The 2013-14 season saw the release of Trifonov: The Carnegie Recital, the pianist’s first recording as an exclusive Deutsche Grammophon artist; captured live at his sold-out 2013 Carnegie Hall recital debut, the album scored both an ECHO Klassik Award and a Grammy nomination. Besides the similarly Grammy-nominated Rachmaninoff Variations, recorded with the Philadelphia Orchestra and Yannick Nézet-Séguin, his discography also features a Chopin album for Decca and a recording of Tchaikovsky’s First Piano Concerto with Gergiev and the Mariinsky Orchestra on the ensemble’s own label.

It was during the 2010-11 season that Trifonov won medals at three of the music world’s most prestigious competitions, taking Third Prize in Warsaw’s Chopin Competition, First Prize in Tel Aviv’s Rubinstein Competition, and both First Prize and Grand Prix – an additional honor bestowed on the best overall competitor in any category – in Moscow’s Tchaikovsky Competition.

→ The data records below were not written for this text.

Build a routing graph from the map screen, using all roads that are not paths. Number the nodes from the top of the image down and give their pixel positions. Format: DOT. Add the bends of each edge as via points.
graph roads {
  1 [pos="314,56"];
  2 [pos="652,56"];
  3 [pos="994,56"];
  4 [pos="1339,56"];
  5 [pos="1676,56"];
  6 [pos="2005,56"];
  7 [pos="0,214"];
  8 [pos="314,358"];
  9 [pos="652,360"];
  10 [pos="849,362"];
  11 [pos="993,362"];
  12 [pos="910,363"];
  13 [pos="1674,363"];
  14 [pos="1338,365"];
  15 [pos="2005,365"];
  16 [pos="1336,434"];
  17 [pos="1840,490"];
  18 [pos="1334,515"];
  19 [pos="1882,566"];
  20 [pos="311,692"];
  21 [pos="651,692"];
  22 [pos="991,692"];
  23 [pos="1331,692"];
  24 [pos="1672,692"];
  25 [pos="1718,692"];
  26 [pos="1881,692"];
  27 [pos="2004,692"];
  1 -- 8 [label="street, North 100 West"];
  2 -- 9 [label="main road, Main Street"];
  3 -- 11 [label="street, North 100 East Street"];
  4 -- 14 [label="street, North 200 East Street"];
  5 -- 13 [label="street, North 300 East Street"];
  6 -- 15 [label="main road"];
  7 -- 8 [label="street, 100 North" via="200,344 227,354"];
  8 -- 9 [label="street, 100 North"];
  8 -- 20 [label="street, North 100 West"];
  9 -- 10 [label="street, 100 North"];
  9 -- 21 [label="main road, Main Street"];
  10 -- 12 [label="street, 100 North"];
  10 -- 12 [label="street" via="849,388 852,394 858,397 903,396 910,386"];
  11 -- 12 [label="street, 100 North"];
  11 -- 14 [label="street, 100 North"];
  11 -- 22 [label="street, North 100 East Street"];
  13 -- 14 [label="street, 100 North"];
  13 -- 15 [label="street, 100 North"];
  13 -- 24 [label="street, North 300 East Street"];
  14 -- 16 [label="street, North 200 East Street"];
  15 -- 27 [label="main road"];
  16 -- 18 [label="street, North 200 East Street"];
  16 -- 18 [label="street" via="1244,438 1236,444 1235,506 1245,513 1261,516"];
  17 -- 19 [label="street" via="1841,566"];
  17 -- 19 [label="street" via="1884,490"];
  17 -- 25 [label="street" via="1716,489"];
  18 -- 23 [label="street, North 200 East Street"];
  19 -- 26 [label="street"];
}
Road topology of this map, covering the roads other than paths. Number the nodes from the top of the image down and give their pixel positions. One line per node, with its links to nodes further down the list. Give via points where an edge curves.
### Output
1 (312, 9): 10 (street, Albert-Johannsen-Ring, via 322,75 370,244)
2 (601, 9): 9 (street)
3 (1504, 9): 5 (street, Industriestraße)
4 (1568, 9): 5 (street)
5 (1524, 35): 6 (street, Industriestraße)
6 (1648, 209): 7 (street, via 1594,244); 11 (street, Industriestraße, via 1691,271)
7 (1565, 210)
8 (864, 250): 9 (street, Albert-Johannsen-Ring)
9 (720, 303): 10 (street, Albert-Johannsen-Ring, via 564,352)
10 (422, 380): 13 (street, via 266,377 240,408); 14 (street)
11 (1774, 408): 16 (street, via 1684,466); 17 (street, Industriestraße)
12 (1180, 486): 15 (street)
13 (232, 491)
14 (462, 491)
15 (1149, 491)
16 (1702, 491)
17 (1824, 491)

In 2013 he was also awarded the prestigious Franco Abbiati Prize for Best Instrumental Soloist by Italy’s foremost music critics.

Born in Nizhny Novgorod in 1991, Trifonov began his musical training at the age of five, and went on to attend Moscow’s Gnessin School of Music as a student of Tatiana Zelikman, before pursuing his piano studies with Sergei Babayan at the Cleveland Institute of Music. He has also studied composition, and continues to write for piano, chamber ensemble, and orchestra. When he premiered his own piano concerto in 2013, the Cleveland Plain Dealer marveled: “Even having seen it, one cannot quite believe it. Such is the artistry of pianist-composer Daniil Trifonov.”